The cost of the Muskrat Falls project is going up — again. Nalcor CEO Ed Martin says the increase, a mere $800 million, is nothing to worry about and doesn’t constitute any kind of fatal blow to the ambitious hydro development.
All along there have been predictions that Muskrat was going to cost a lot more than the original $5-billion estimate, and today it stands at $6.99 billion, not including the cost of the Maritime link — the electrical highway being built by Emera to bring power to Nova Scotia from Labrador. The link is still pegged at $1.5 billion, so if nothing changes the total comes in at $8.49 billion.
Premier Tom Marshall is comfortable with all this because the increases are small compared to other megaprojects in the province.
“I look at some of the other projects and I’m very comfortable. I look at what’s happening with Vale and their project and with Hebron,” he’s said.
There are a couple of significant differences with those projects. The Vale project at Long Harbor and the Hebron oil development are primarily using private money, while Muskrat Falls is being fully funded by the public.
Vale will sell its nickel for a profit and the Hebron shareholders (you and I have a cut) will sell their oil for a profit. In fact, if they can’t make a profit the entire thing collapses. That’s the risk and reward of investing in a market economy.
But the owners of Muskrat Falls — us — will sell our product to off-island customers at a rate so low that it can’t produce a profit.
Unlike the other megaprojects Marshall mentioned, the risk of Muskrat Falls failing is nil because market forces have nothing to do with it. Muskrat Falls is not a business venture, so it doesn’t matter what the final costs are. Ratepayers in this province have no option but to “meet the nut,” as entrepreneurs say.

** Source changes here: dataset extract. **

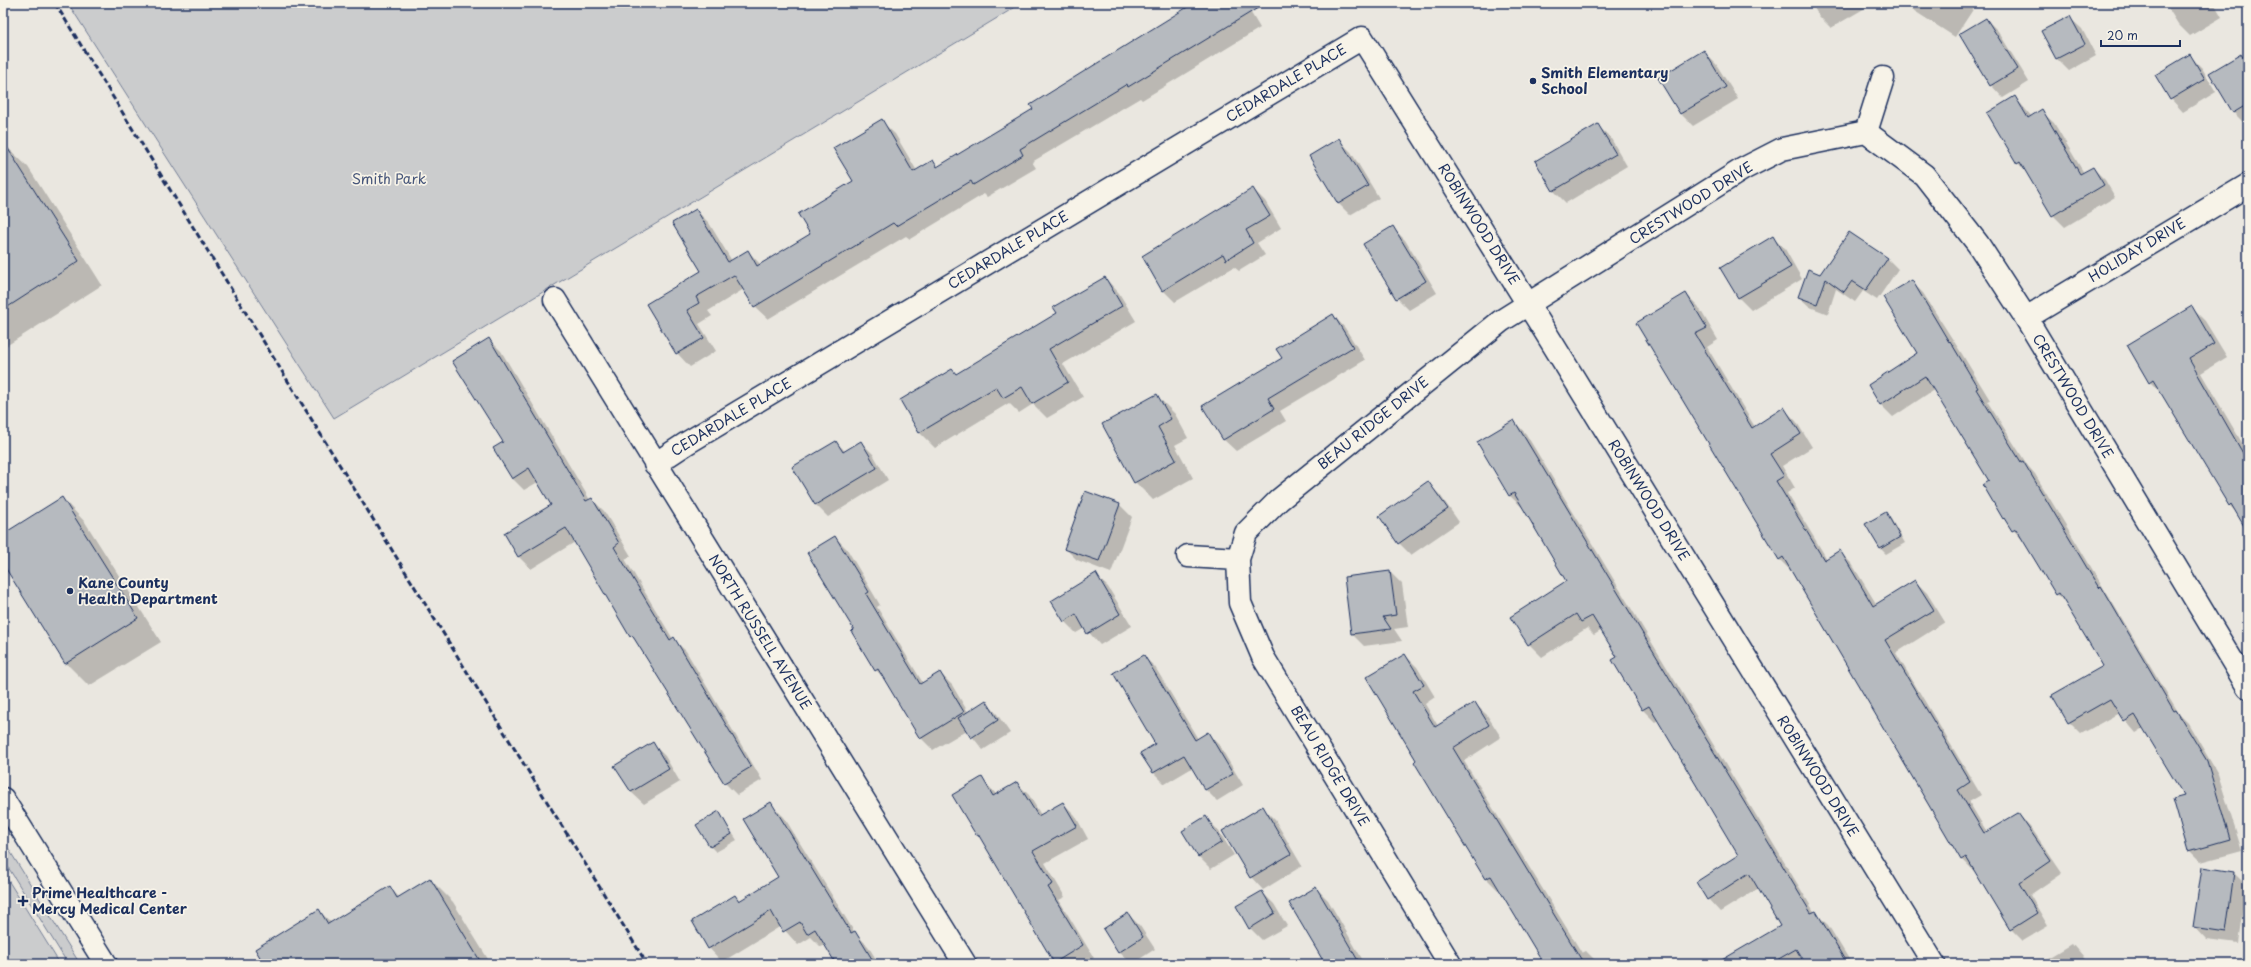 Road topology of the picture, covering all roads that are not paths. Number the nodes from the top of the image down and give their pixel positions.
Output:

Muskrat was going to increase light bills in the province anyway, so the latest increase means it will cost us even more. There are no outside customers to absorb additional costs.
The latest cost hike did result in a policy change, though. The provincial government now proposes to use any revenue from the sale of Muskrat Falls power to offset increases to ratepayers. It’s not the same as having private investors build the Lower Churchill so they can make big profits and pay big royalties, but it will provide a little relief.

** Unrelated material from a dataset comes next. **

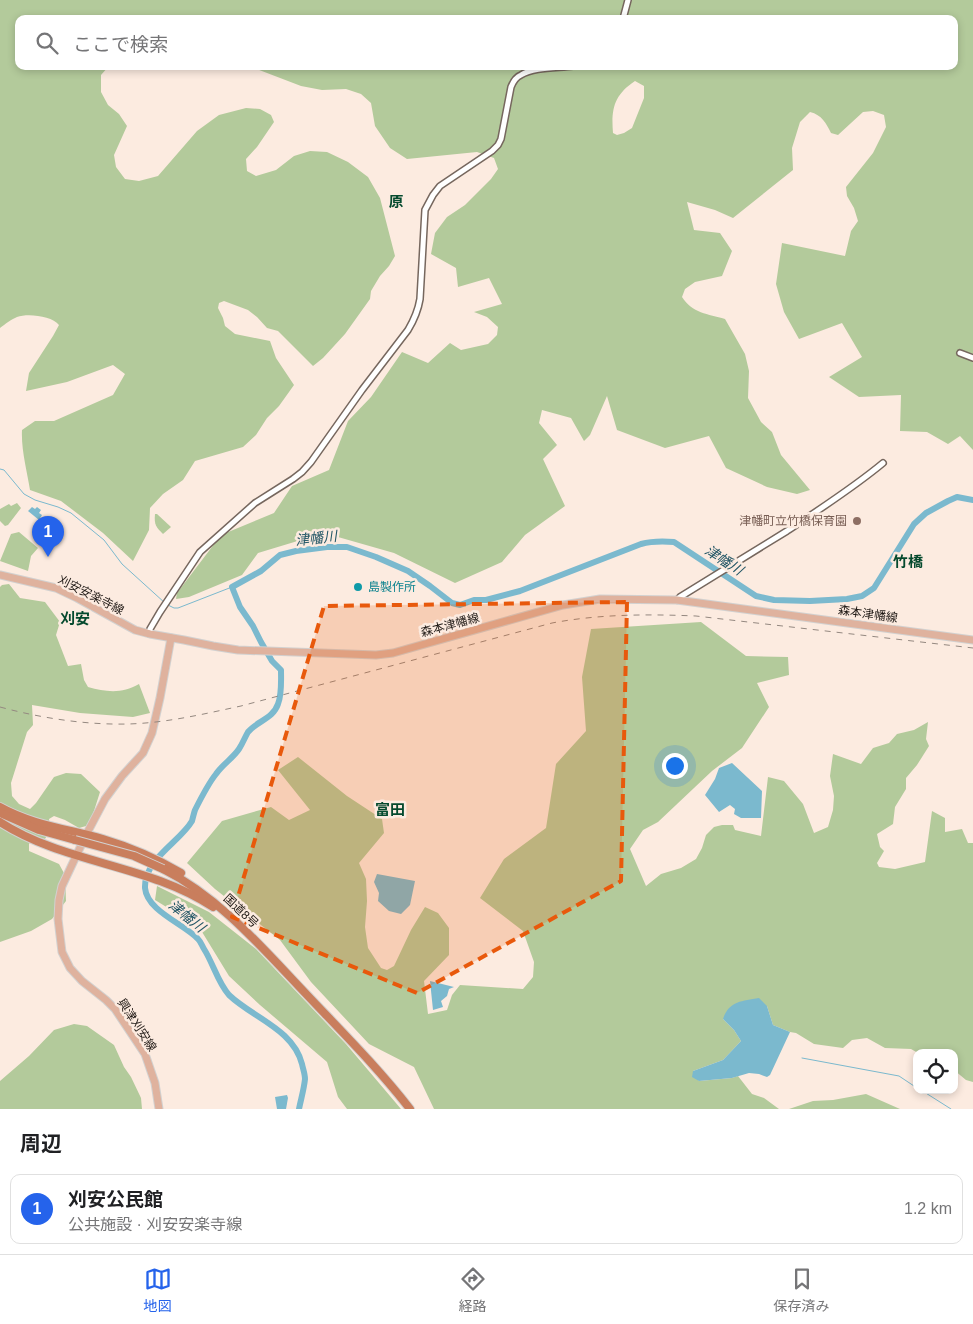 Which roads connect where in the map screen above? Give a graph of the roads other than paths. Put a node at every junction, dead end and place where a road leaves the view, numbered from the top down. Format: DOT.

How much, you ask? Well, that depends on those pesky light bills, and we don’t know what those are going to look like just yet.

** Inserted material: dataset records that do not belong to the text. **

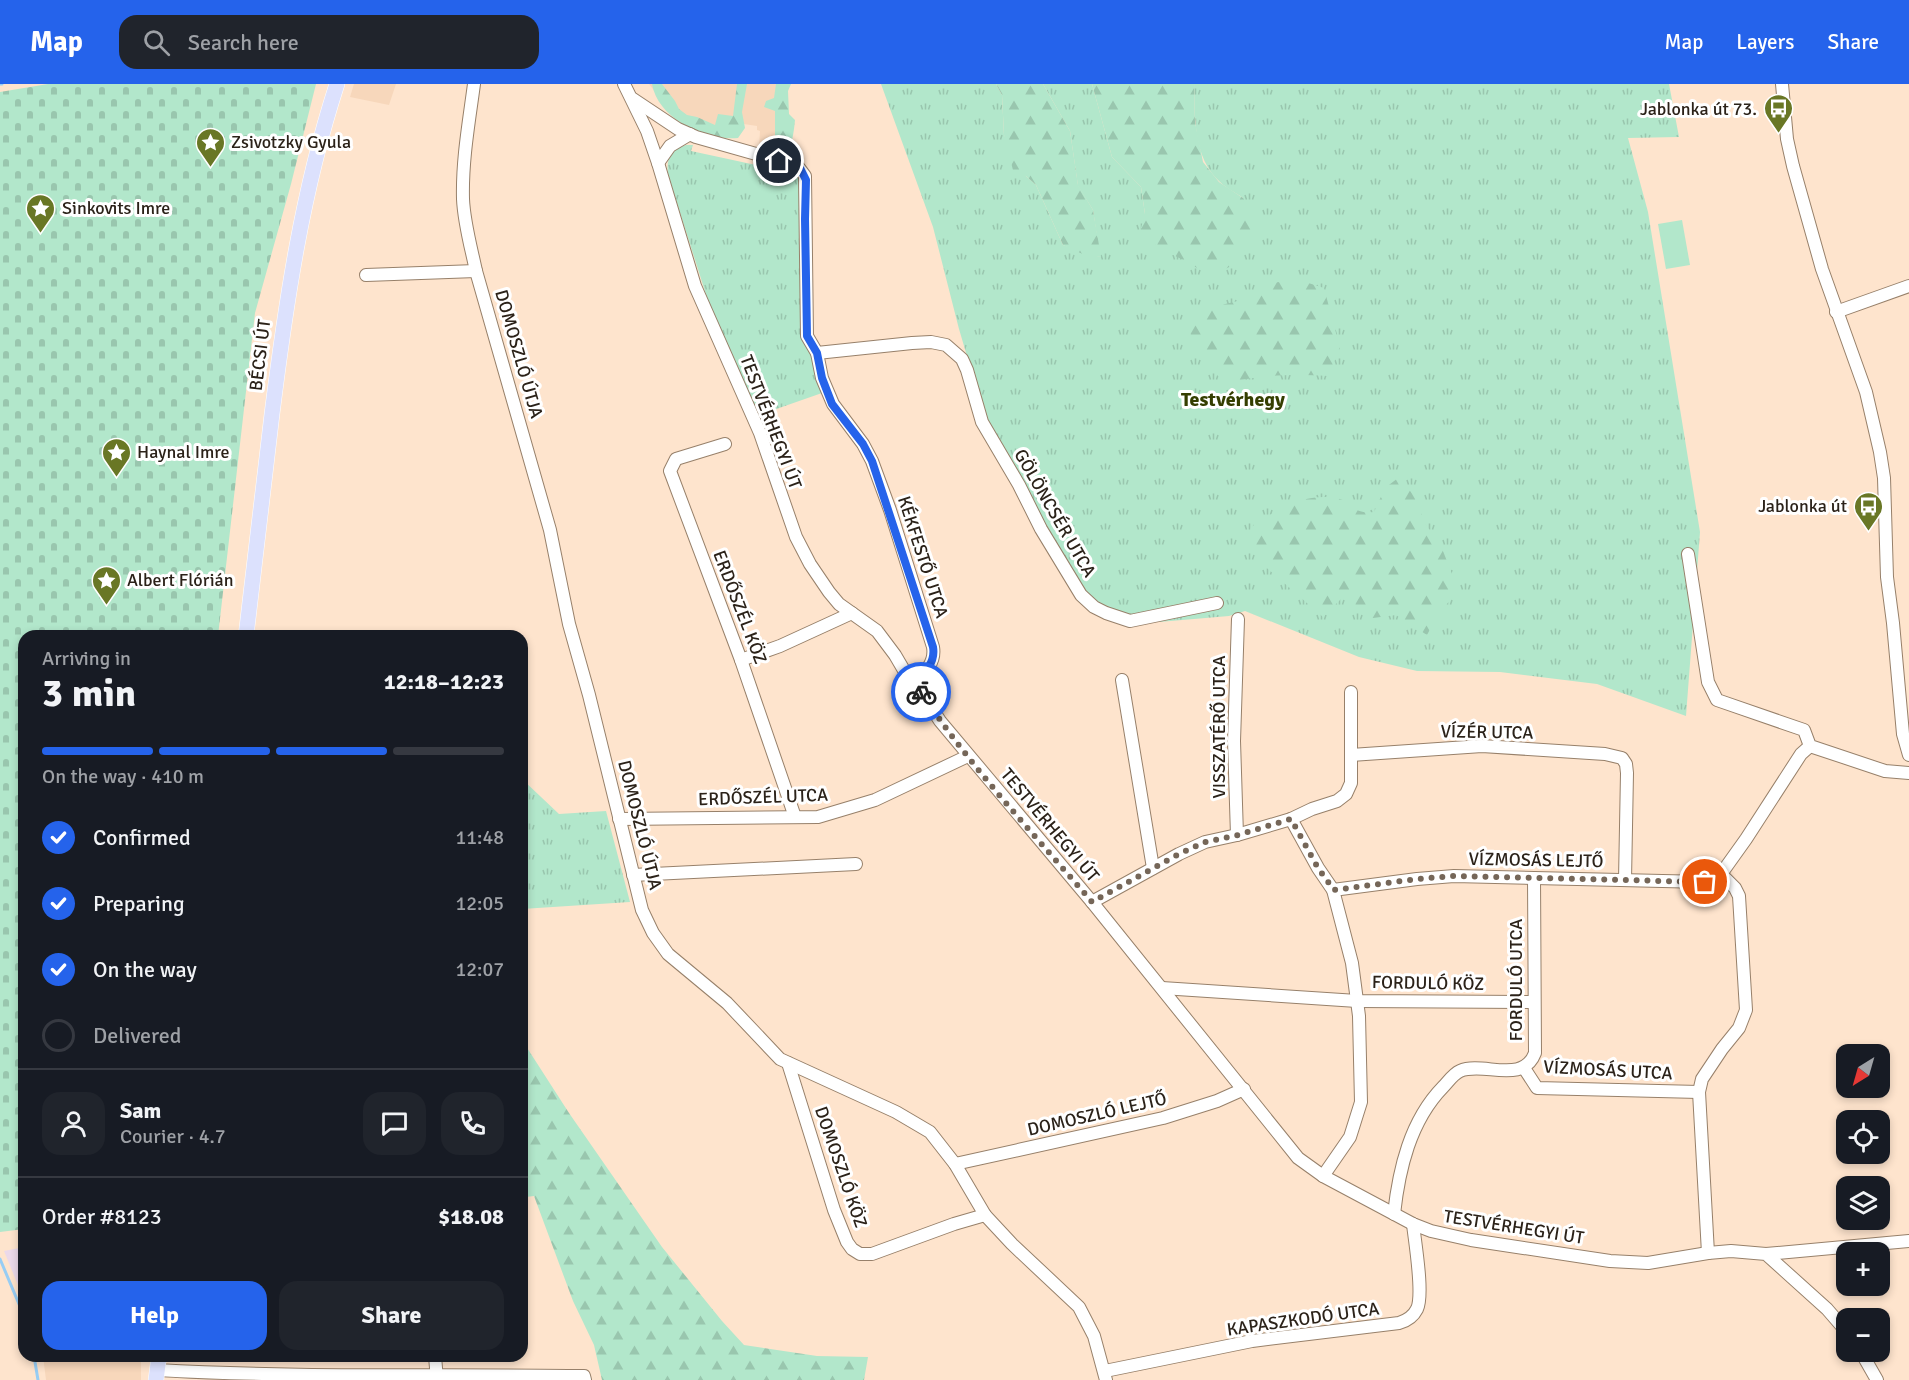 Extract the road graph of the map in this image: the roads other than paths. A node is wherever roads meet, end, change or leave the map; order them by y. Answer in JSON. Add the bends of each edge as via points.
{"nodes":[{"id":1,"x":337,"y":84,"type":"edge"},
{"id":2,"x":474,"y":84,"type":"edge"},
{"id":3,"x":624,"y":84,"type":"edge"},
{"id":4,"x":1782,"y":84,"type":"edge"},
{"id":5,"x":633,"y":99,"type":"junction"},
{"id":6,"x":690,"y":134,"type":"junction"},
{"id":7,"x":658,"y":163,"type":"junction"},
{"id":8,"x":476,"y":271,"type":"junction"},
{"id":9,"x":366,"y":275,"type":"dead end"},
{"id":10,"x":1909,"y":286,"type":"edge"},
{"id":11,"x":1836,"y":312,"type":"junction"},
{"id":12,"x":817,"y":353,"type":"junction"},
{"id":13,"x":725,"y":444,"type":"dead end"},
{"id":14,"x":1688,"y":554,"type":"dead end"},
{"id":15,"x":1217,"y":603,"type":"dead end"},
{"id":16,"x":852,"y":613,"type":"junction"},
{"id":17,"x":1238,"y":619,"type":"dead end"},
{"id":18,"x":247,"y":630,"type":"edge"},
{"id":19,"x":741,"y":660,"type":"junction"},
{"id":20,"x":1122,"y":680,"type":"dead end"},
{"id":21,"x":912,"y":684,"type":"junction"},
{"id":22,"x":1351,"y":692,"type":"dead end"},
{"id":23,"x":1810,"y":746,"type":"junction"},
{"id":24,"x":1351,"y":755,"type":"junction"},
{"id":25,"x":1909,"y":755,"type":"edge"},
{"id":26,"x":968,"y":756,"type":"junction"},
{"id":27,"x":1909,"y":773,"type":"edge"},
{"id":28,"x":795,"y":817,"type":"junction"},
{"id":29,"x":619,"y":819,"type":"junction"},
{"id":30,"x":1291,"y":819,"type":"junction"},
{"id":31,"x":1238,"y":835,"type":"junction"},
{"id":32,"x":856,"y":864,"type":"dead end"},
{"id":33,"x":1153,"y":868,"type":"junction"},
{"id":34,"x":1721,"y":874,"type":"junction"},
{"id":35,"x":633,"y":875,"type":"junction"},
{"id":36,"x":1534,"y":878,"type":"junction"},
{"id":37,"x":1625,"y":880,"type":"junction"},
{"id":38,"x":1334,"y":890,"type":"junction"},
{"id":39,"x":1092,"y":902,"type":"junction"},
{"id":40,"x":1162,"y":988,"type":"junction"},
{"id":41,"x":1357,"y":1001,"type":"junction"},
{"id":42,"x":1534,"y":1002,"type":"junction"},
{"id":43,"x":788,"y":1063,"type":"junction"},
{"id":44,"x":1524,"y":1068,"type":"junction"},
{"id":45,"x":1244,"y":1089,"type":"junction"},
{"id":46,"x":1699,"y":1092,"type":"junction"},
{"id":47,"x":955,"y":1164,"type":"junction"},
{"id":48,"x":1323,"y":1176,"type":"junction"},
{"id":49,"x":1394,"y":1214,"type":"junction"},
{"id":50,"x":985,"y":1215,"type":"junction"},
{"id":51,"x":1413,"y":1224,"type":"junction"},
{"id":52,"x":1909,"y":1241,"type":"edge"},
{"id":53,"x":1708,"y":1252,"type":"junction"},
{"id":54,"x":1766,"y":1254,"type":"junction"},
{"id":55,"x":1836,"y":1319,"type":"edge"},
{"id":56,"x":436,"y":1362,"type":"edge"},
{"id":57,"x":1867,"y":1362,"type":"edge"},
{"id":58,"x":157,"y":1369,"type":"edge"},
{"id":59,"x":1106,"y":1376,"type":"edge"},
{"id":60,"x":437,"y":1377,"type":"edge"},
{"id":61,"x":584,"y":1378,"type":"edge"},
{"id":62,"x":1877,"y":1380,"type":"edge"}],
"edges":[{"from":1,"to":18,"type":"main road","name":"BÉCSI ÚT","via":[[299,229]]},
{"from":2,"to":8,"type":"street","name":"DOMOSZLÓ ÚTJA","via":[[463,199]]},
{"from":3,"to":5,"type":"street","name":"TESTVÉRHEGYI ÚT"},
{"from":4,"to":11,"type":"street","via":[[1793,166]]},
{"from":5,"to":6,"type":"street","name":"KÉKFESTŐ UTCA"},
{"from":5,"to":7,"type":"street","name":"TESTVÉRHEGYI ÚT"},
{"from":6,"to":7,"type":"street","via":[[670,146]]},
{"from":6,"to":12,"type":"street","name":"KÉKFESTŐ UTCA","via":[[791,164],[802,172],[806,180],[807,331]]},
{"from":7,"to":16,"type":"street","name":"TESTVÉRHEGYI ÚT","via":[[695,286],[760,433],[796,537],[829,592]]},
{"from":8,"to":9,"type":"street"},
{"from":8,"to":29,"type":"street","name":"DOMOSZLÓ ÚTJA","via":[[550,530],[569,624]]},
{"from":10,"to":11,"type":"street"},
{"from":11,"to":25,"type":"street","via":[[1866,392],[1880,452],[1887,577],[1903,734]]},
{"from":12,"to":15,"type":"street","name":"GÖLÖNCSÉR UTCA","via":[[931,342],[946,345],[962,359],[982,422],[1081,595],[1106,614],[1130,621]]},
{"from":12,"to":21,"type":"street","name":"KÉKFESTŐ UTCA","via":[[832,404],[872,461],[933,647],[931,663]]},
{"from":13,"to":19,"type":"street","name":"ERDŐSZÉL KÖZ","via":[[676,459],[670,471]]},
{"from":14,"to":23,"type":"street","via":[[1708,682],[1717,700],[1804,730]]},
{"from":16,"to":19,"type":"street"},
{"from":16,"to":21,"type":"street","name":"TESTVÉRHEGYI ÚT","via":[[877,631]]},
{"from":17,"to":31,"type":"street","name":"VISSZATÉRŐ UTCA","via":[[1233,741]]},
{"from":19,"to":28,"type":"street","name":"ERDŐSZÉL KÖZ"},
{"from":20,"to":33,"type":"street"},
{"from":21,"to":26,"type":"street","name":"TESTVÉRHEGYI ÚT"},
{"from":22,"to":24,"type":"street"},
{"from":23,"to":27,"type":"street","via":[[1885,771]]},
{"from":23,"to":34,"type":"street"},
{"from":24,"to":30,"type":"street","via":[[1351,783],[1346,794]]},
{"from":24,"to":37,"type":"street","name":"VÍZÉR UTCA","via":[[1482,746],[1622,758],[1627,773]]},
{"from":26,"to":28,"type":"street","name":"ERDŐSZÉL UTCA","via":[[876,800],[830,815]]},
{"from":26,"to":39,"type":"street","name":"TESTVÉRHEGYI ÚT"},
{"from":28,"to":29,"type":"street","name":"ERDŐSZÉL UTCA"},
{"from":29,"to":35,"type":"street","name":"DOMOSZLÓ ÚTJA"},
{"from":30,"to":31,"type":"street"},
{"from":30,"to":38,"type":"street"},
{"from":31,"to":33,"type":"street","via":[[1205,842]]},
{"from":32,"to":35,"type":"street"},
{"from":33,"to":39,"type":"street"},
{"from":34,"to":37,"type":"street","name":"VÍZMOSÁS LEJTŐ","via":[[1705,882]]},
{"from":34,"to":46,"type":"street","via":[[1739,896],[1746,1010],[1702,1079]]},
{"from":35,"to":43,"type":"street","name":"DOMOSZLÓ ÚTJA","via":[[647,921],[663,948]]},
{"from":36,"to":37,"type":"street","name":"VÍZMOSÁS LEJTŐ"},
{"from":36,"to":38,"type":"street","name":"VÍZMOSÁS LEJTŐ","via":[[1454,876]]},
{"from":36,"to":42,"type":"street","name":"FORDULÓ UTCA"},
{"from":38,"to":41,"type":"street"},
{"from":39,"to":40,"type":"street","name":"TESTVÉRHEGYI ÚT"},
{"from":40,"to":41,"type":"street"},
{"from":40,"to":45,"type":"street","name":"TESTVÉRHEGYI ÚT"},
{"from":41,"to":42,"type":"street","name":"FORDULÓ KÖZ"},
{"from":41,"to":48,"type":"street","via":[[1361,1102],[1350,1137]]},
{"from":42,"to":44,"type":"street","name":"FORDULÓ UTCA","via":[[1535,1053]]},
{"from":43,"to":47,"type":"street","name":"DOMOSZLÓ ÚTJA","via":[[915,1122],[930,1132]]},
{"from":43,"to":50,"type":"street","name":"DOMOSZLÓ KÖZ","via":[[834,1210],[852,1249],[872,1254]]},
{"from":44,"to":46,"type":"street","name":"VÍZMOSÁS UTCA","via":[[1537,1088]]},
{"from":44,"to":49,"type":"street","name":"FORDULÓ UTCA","via":[[1462,1070],[1440,1090],[1420,1119],[1406,1151]]},
{"from":45,"to":47,"type":"street","name":"DOMOSZLÓ LEJTŐ","via":[[1163,1118]]},
{"from":45,"to":48,"type":"street","name":"TESTVÉRHEGYI ÚT","via":[[1298,1158]]},
{"from":46,"to":53,"type":"street"},
{"from":47,"to":50,"type":"street","name":"DOMOSZLÓ ÚTJA"},
{"from":48,"to":49,"type":"street","name":"TESTVÉRHEGYI ÚT"},
{"from":49,"to":51,"type":"street","name":"TESTVÉRHEGYI ÚT"},
{"from":50,"to":59,"type":"street","name":"DOMOSZLÓ ÚTJA","via":[[1079,1307],[1094,1336]]},
{"from":51,"to":53,"type":"street","name":"TESTVÉRHEGYI ÚT","via":[[1471,1240],[1610,1261],[1648,1263]]},
{"from":51,"to":59,"type":"street","name":"KAPASZKODÓ UTCA","via":[[1420,1298],[1416,1311],[1406,1321],[1252,1341]]},
{"from":52,"to":54,"type":"street","name":"TESTVÉRHEGYI ÚT"},
{"from":53,"to":54,"type":"street","name":"TESTVÉRHEGYI ÚT"},
{"from":54,"to":55,"type":"street"},
{"from":56,"to":60,"type":"street"},
{"from":57,"to":62,"type":"street"},
{"from":58,"to":60,"type":"street"},
{"from":60,"to":61,"type":"street"}]}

And there’s another rate hike coming, too. Improvements are being made to the Holyrood generating station. A new 100-megawatt generator is being installed at a cost of $119 million and Hydro is building a new transmission line from Bay d’Espoir to the east coast. Hydro vice-president Rob Henderson says upgrading the line between Bay d’Espoir and the Avalon will increase capacity and relieve congestion.
Wait a minute — could those two projects have provided for most of our future energy needs? Could we have avoided using Muskrat entirely and kept the project as part of a much larger development called the Lower Churchill? Could we have kept the lights on and made money, too?
The province’s energy plan outlined a strategy to do just that. The Lower Churchill was to be a money- making proposition for the people of the province and Muskrat Falls gets little to no mention. There are even suggestions on how to meet our energy needs without having to touch the Lower Churchill.
I don’t know what happened, but that strategy was abandoned faster than Frank Coleman could leave politics.
Come to think of it, I do remember something about why the original energy plan was ignored.
What was that, exactly? Oh yes, we wanted to end Quebec’s stranglehold on our energy future.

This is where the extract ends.